So, I thought, why isn’t this enough to dissipate my sorrows and dispel my anguish?
As I pondered all of this, I quickly came to see that I used to look for the formula to a better life in all the wrong places. First I turned to materialism, thinking if I just got the right education, and the right job and bought a house and put money into solid investments and got enough life insurance to protect me when times went wrong, surely I could protect myself and my family.
When that didn’t work, I thought that if I had the perfect spouse and the perfect children, I could live the Hollywood/Hallmark life I saw on TV.
When that didn’t work, I turned to addictions and divorce and therapy and recovery, all still believing there was something out there that, if I just worked hard enough, would give me the life I believed I deserved and wanted as a reward for doing all the right things.
Then I found the Baha’i Faith, immersed myself in community activities and increased my service, thinking that would work.
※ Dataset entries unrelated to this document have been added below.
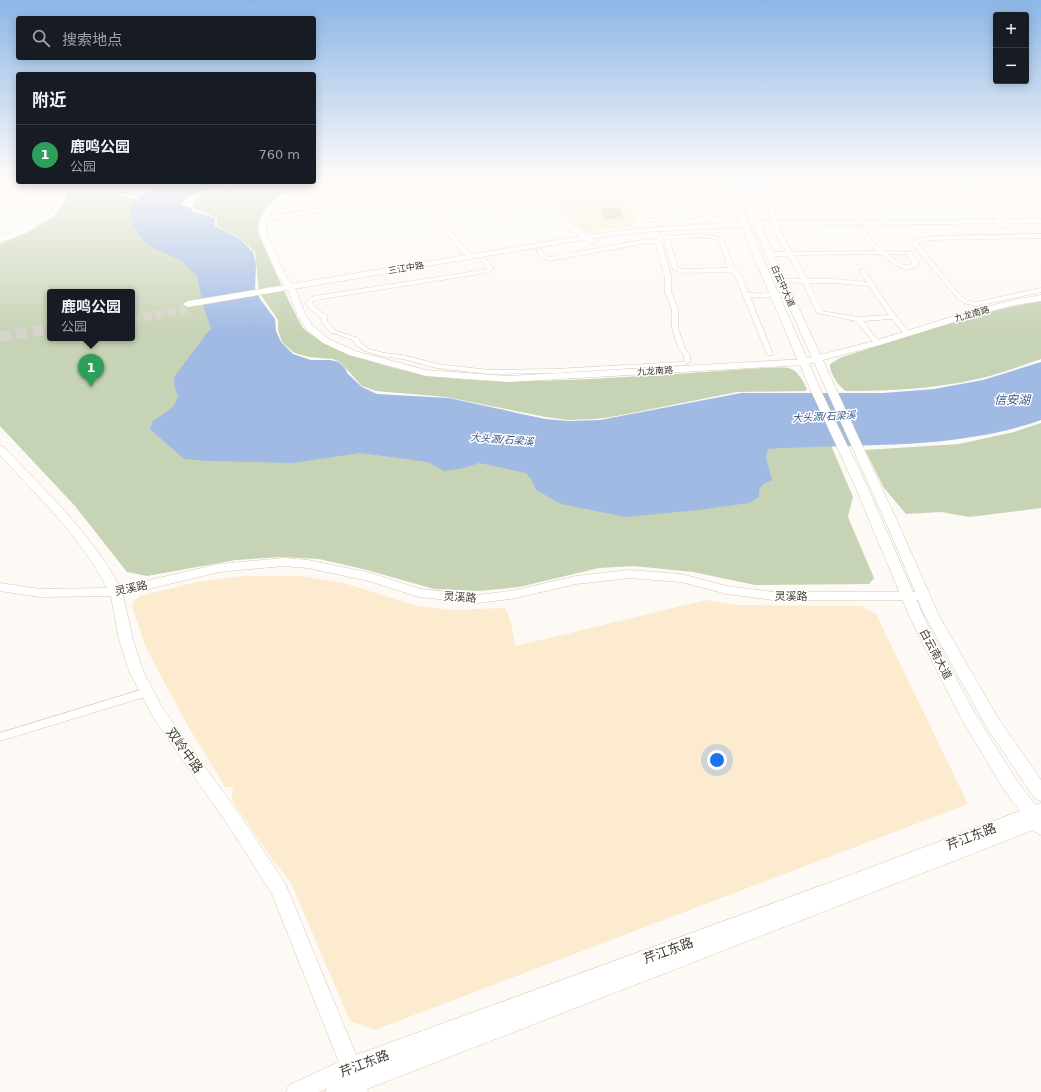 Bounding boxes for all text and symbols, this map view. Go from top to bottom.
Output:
map controls [993,12,1029,84]
button: + [993,12,1029,48]
search box [16,16,316,60]
icon: search [30,27,52,49]
text: 搜索地点 [62,31,122,49]
button: − [993,48,1029,84]
text: 附近 [32,90,66,110]
text: 鹿鸣公园 [70,138,130,156]
text: 1 [40,147,50,162]
text: 760 m [258,147,300,162]
text: 公园 [70,159,96,174]
street label: 三江中路 [387,260,425,276]
street label: 白云中大道 [769,263,797,309]
popup [47,289,135,341]
text: 鹿鸣公园 [61,298,121,316]
street label: 九龙南路 [953,303,991,324]
text: 公园 [61,319,87,334]
pin: 1 [78,354,104,387]
street label: 九龙南路 [637,364,673,377]
water label: 信安湖 [994,393,1032,407]
water label: 大头源/石梁溪 [792,409,857,424]
water label: 大头源/石梁溪 [470,432,535,447]
street label: 灵溪路 [114,579,149,598]
street label: 灵溪路 [443,590,477,605]
street label: 灵溪路 [774,590,808,603]
street label: 白云南大道 [917,627,954,682]
street label: 双岭中路 [163,725,206,776]
your location [707,750,727,770]
street label: 芹江东路 [944,820,998,853]
street label: 芹江东路 [641,935,695,966]
street label: 芹江东路 [337,1047,391,1080] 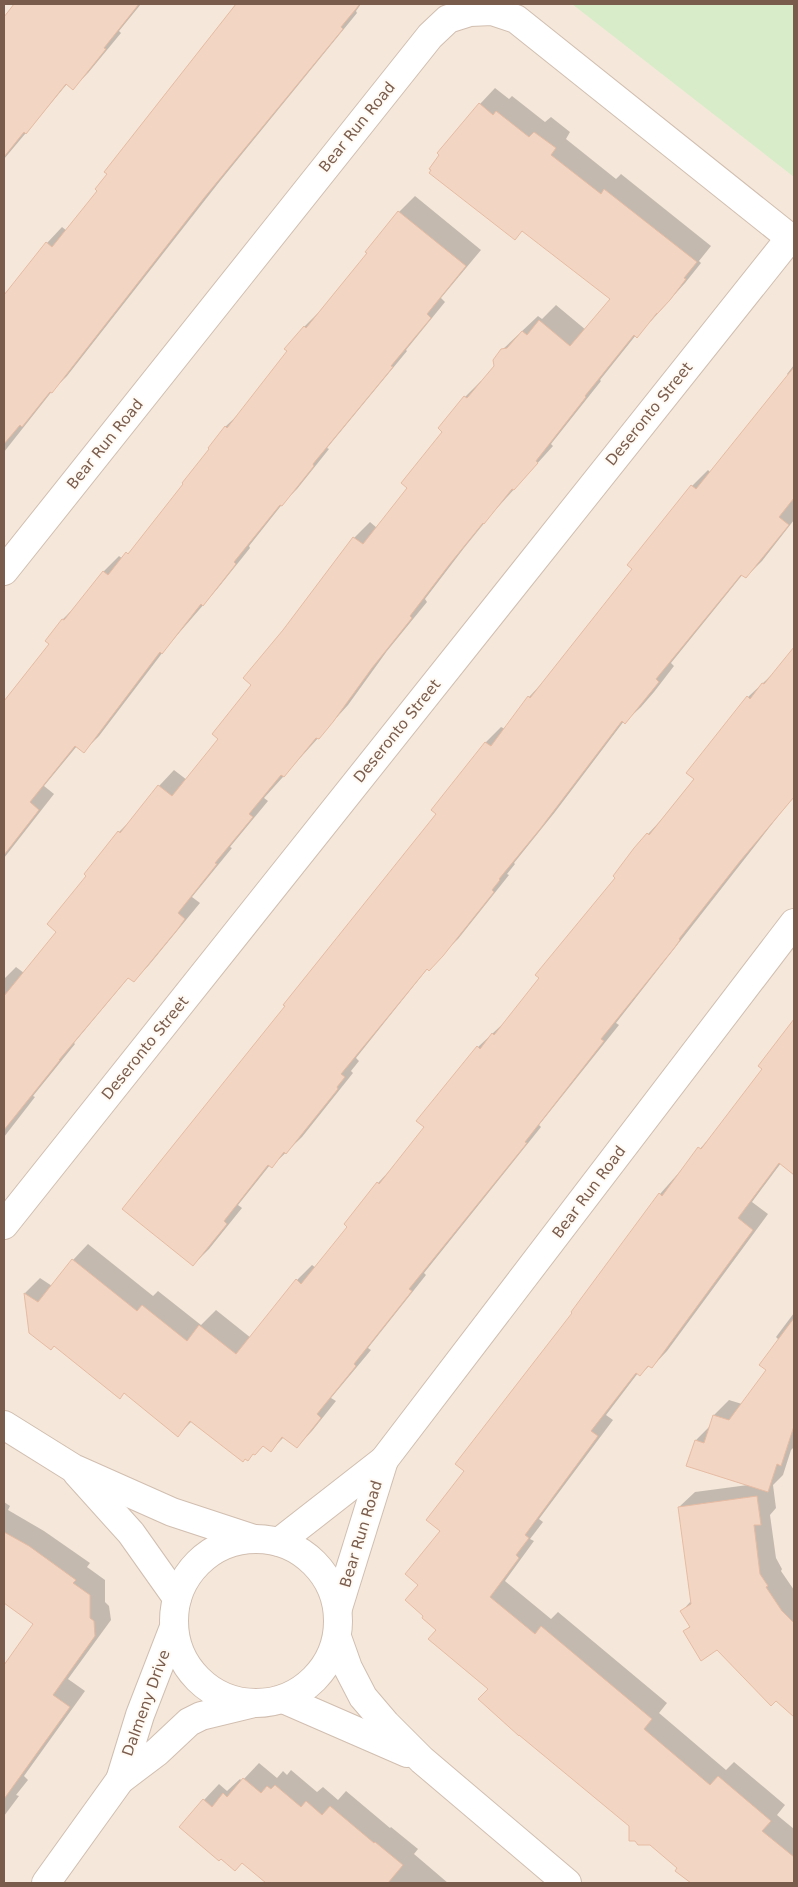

Mind you, I piled all of this onto my existing life, one action after another, until it all came crashing down and I burned out trying to do it all perfectly, in my attempt to be the perfect Baha’i and succeed spiritually where I had failed materially.
Fortunately, I finally found this passage from the writings of Abdu’l-Baha, Baha’u’llah’s son and successor, and it has given me great comfort:
… for this earthly world is narrow, dark and frightful, rest cannot be imagined and happiness really is non-existent, everyone is captured in the net of sorrow, and is day and night enslaved by the chain of calamity; there is no one who is at all free or at rest from grief and affliction. Still, as the believers of God are turning to the limitless world, they do not become very depressed and sad by disastrous calamities – there is something to console them …
This taught me that my old view of the world was based on false premises, and forced me to re-examine the beliefs and motives underlying my behavior. I had to learn to accept life on life’s terms and remember that this world is a hard place to live in. Everyone’s life has sorrow and no one is free from grief or affliction. In some ways, this was a relief, because it meant I wasn’t bad for not finding the right key to the door of a perfect life, and I wasn’t being punished by God for some imaginary infraction.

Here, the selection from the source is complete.